I thought of (Saint) Padre Pio when I saw you mention this. It's a rare gift to see into the hearts of penitents; but the Holy Spirit gave this gift to Padre Pio. From EWTN.com's Padre Pio pages:

"To this task [of being a confessor] he brought an advantage that few confessors have, the ability to read hearts. Padre Pio's charism enabled him to know when someone was being deceitful in confession or simply had forgotten a serious sin, perhaps through lack of an adequate examination of conscience. In such cases he was able to tel the penitent exactly what they did and when, as well as any relevant circumstances. This drew many hundreds a day to him, moved by the grace of sincere repentance and the knowledge that Padre Pio could guide them with the wisdom of God in the spiritual life."

God bless you,

Mateo

-- (MattElFeo@netscape.net), January 23, 2003.


Hello Mateo,

Yes, Padre Pio (St. Pio, now) did have that gift and sent many away from the confessional until they were ready to give a sincere, honest confession.

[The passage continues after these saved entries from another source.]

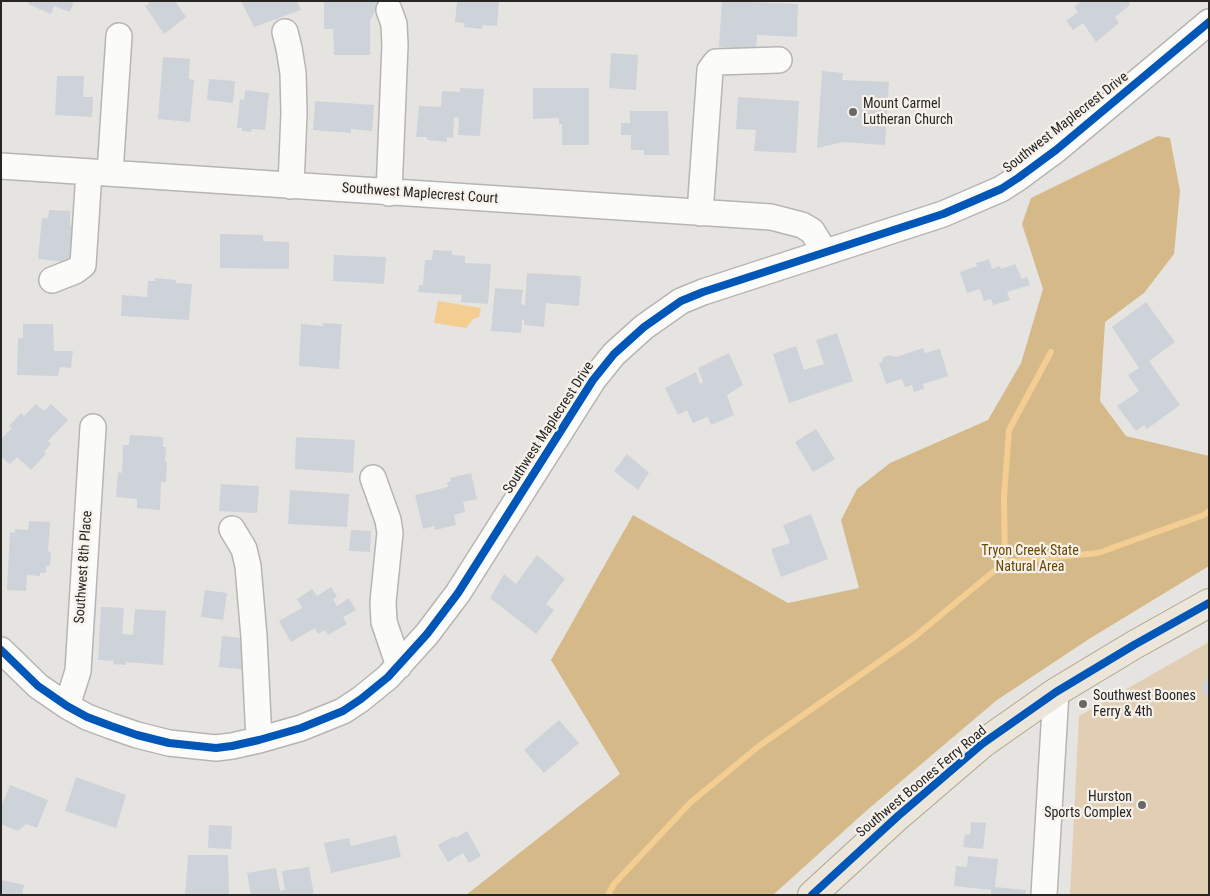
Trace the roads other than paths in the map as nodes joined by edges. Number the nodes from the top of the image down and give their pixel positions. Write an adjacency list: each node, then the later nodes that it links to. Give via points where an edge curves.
1 (389, 10): 9 (street, via 394,24 395,45)
2 (1209, 22): 11 (street, Southwest Maplecrest Drive, via 1056,150 1007,185 943,214)
3 (285, 32): 8 (street, via 293,73)
4 (119, 36): 7 (street)
5 (779, 60): 10 (street, via 716,62 710,70)
6 (1, 166): 7 (street, Southwest Maplecrest Court)
7 (100, 172): 8 (street, Southwest Maplecrest Court); 12 (street, via 83,265 75,272)
8 (292, 186): 9 (street, Southwest Maplecrest Court)
9 (389, 192): 10 (street, Southwest Maplecrest Court)
10 (700, 213): 11 (street, Southwest Maplecrest Court, via 771,217 802,225 812,231)
11 (825, 252): 18 (street, Southwest Maplecrest Drive, via 725,283 682,301 614,354 590,385 458,593)
12 (52, 280)
13 (93, 427): 20 (street, Southwest 8th Place, via 78,671)
14 (373, 478): 18 (street, via 390,533 384,622)
15 (232, 529): 21 (street, via 244,549 248,566)
16 (1209, 603): 19 (main road, Southwest Boones Ferry Road)
17 (1, 650): 20 (street, Southwest Maplecrest Drive, via 38,686)
18 (399, 666): 21 (street, Southwest Maplecrest Drive, via 343,711)
19 (1056, 692): 22 (main road, Southwest Boones Ferry Road, via 982,744); 23 (street)
20 (68, 706): 21 (street, Southwest Maplecrest Drive, via 111,726 168,743 216,748)
21 (259, 740)
22 (812, 895)
23 (1044, 895)

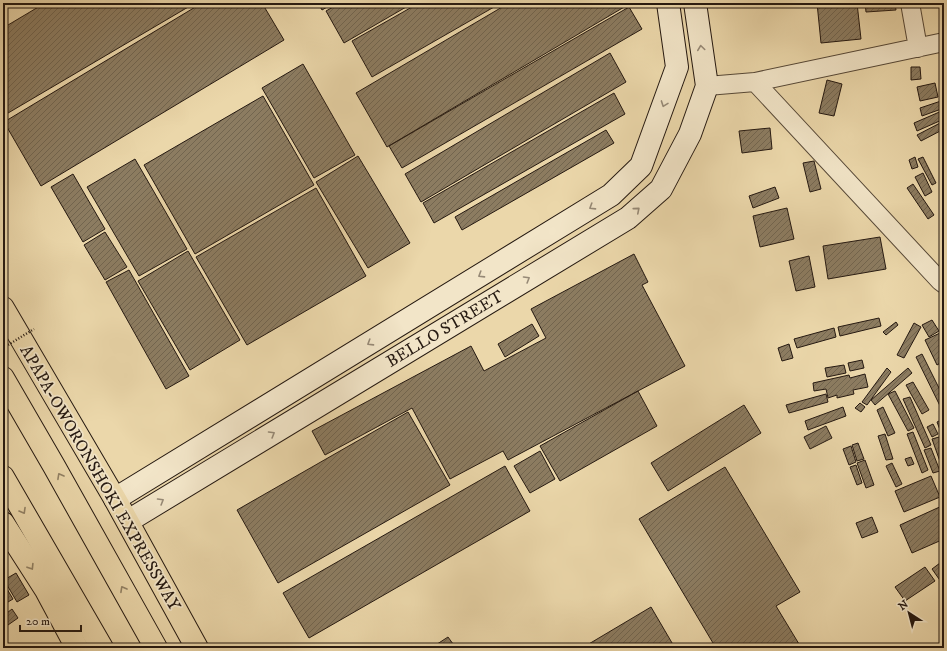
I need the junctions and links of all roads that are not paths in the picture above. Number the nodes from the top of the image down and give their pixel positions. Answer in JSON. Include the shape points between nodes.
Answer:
{"nodes":[{"id":1,"x":668,"y":3,"type":"edge"},
{"id":2,"x":695,"y":3,"type":"edge"},
{"id":3,"x":910,"y":3,"type":"edge"},
{"id":4,"x":944,"y":42,"type":"edge"},
{"id":5,"x":918,"y":48,"type":"junction"},
{"id":6,"x":754,"y":82,"type":"junction"},
{"id":7,"x":707,"y":86,"type":"junction"},
{"id":8,"x":944,"y":284,"type":"edge"},
{"id":9,"x":3,"y":308,"type":"edge"},
{"id":10,"x":3,"y":378,"type":"edge"},
{"id":11,"x":3,"y":477,"type":"edge"},
{"id":12,"x":115,"y":499,"type":"junction"},
{"id":13,"x":128,"y":521,"type":"junction"},
{"id":14,"x":3,"y":523,"type":"edge"},
{"id":15,"x":78,"y":648,"type":"edge"},
{"id":16,"x":102,"y":648,"type":"edge"},
{"id":17,"x":156,"y":648,"type":"edge"},
{"id":18,"x":197,"y":648,"type":"edge"}],
"edges":[{"from":1,"to":12,"type":"street","name":"BELLO STREET","one_way":true,"via":[[677,67],[641,166],[611,195]]},
{"from":7,"to":2,"type":"street","one_way":true},
{"from":3,"to":5,"type":"street"},
{"from":4,"to":5,"type":"street"},
{"from":5,"to":6,"type":"street"},
{"from":6,"to":7,"type":"street"},
{"from":6,"to":8,"type":"street"},
{"from":13,"to":7,"type":"street","name":"BELLO STREET","one_way":true,"via":[[628,218],[661,189],[690,134]]},
{"from":9,"to":12,"type":"main road","name":"APAPA-OWORONSHOKI EXPRESSWAY"},
{"from":17,"to":10,"type":"main road","name":"APAPA-OWORONSHOKI EXPRESSWAY","one_way":true},
{"from":11,"to":16,"type":"main road","one_way":true},
{"from":12,"to":13,"type":"main road","name":"APAPA-OWORONSHOKI EXPRESSWAY"},
{"from":13,"to":18,"type":"main road","name":"APAPA-OWORONSHOKI EXPRESSWAY"},
{"from":14,"to":15,"type":"main road","one_way":true,"via":[[46,590]]}]}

It's too bad all priests do not have that gift. I wonder if any priests today do have that gift. Do you know of any, Mateo?

I must say, even at my age, after having gone to confession for many years...I still get so nervous when I have to go. I do dread going, but always feel so good after I do.

MaryLu

-- MaryLu (mlc327@juno.com), January 23, 2003.


Hi MaryLu,

I haven't met a priest with a gift similar to St. Pio's ability to see into a penitent's heart. I have to admit, I'd be a little bit scared of what a priest like that would find in me! :-)

Anyway, I have to agree with you that I have the same nervousness before and relief after each confession. It's a powerful source of God's grace.

Mateo

-- (MattElFeo@netscape.net), January 24, 2003.


Regarding restitution, I think there are instances when this would be impossible. Let's say an employee embezzled from his company, for instance. The company went bankrupt, and the employee was left unemployed for a long time. After living a life of poverty, where he truly learned that God was Lord of his life and not the "almighty buck," he sought out a priest to confess his past theft. However, the company now defunct and he destitute, would be unable to make restitution. His contrition could still be sincere, and his sins would be validly absolved by the priest. Regarding nervousness before confession, I think that is just the discomfort we feel at "stripping ourselves down." I would teach my children when preparing for first penance, that the confessional is like a spiritual shower. If we didn't shower frequently, our bodies would get very dirty! We need to shower spiritually, too, so Jesus gave us the confessional. We have to "strip down"...remove all those layers and coverings and take a good look at our own stained, naked souls. (That's the hard part) Then, when we confess our sins with true contrition and a firm purpose of ammendment, the priest is able to give us the "soap and water" penance and prayers of absolution, to clean our souls. Then we leave, feeling all fresh and clean, and resolving not to get so soiled again so soon. (Then, I step outside and slip in the mud.) Pax Christi

-- Anna <>< (FloweroftheHour@hotmail.com), January 24, 2003.

If something is impossible, it is impossible. However, the mere fact of the company no longer being in operation would not in itself free the person from making restitution. He could do so by contributing to an appropriate charity. If the person has become destitute since the time of the crime/sin, then he probably could not make restitution financially. He might be able to do so through some type of service. Otherwise in Purgatory. In any case, if we have damaged another person by our sin, we are bound not only to confess the sin, but also to undo the damage to whatever extent is reasonably possible. Otherwise, theft would be a pretty good deal. Steal a car, confess the sin, and then enjoy my new car.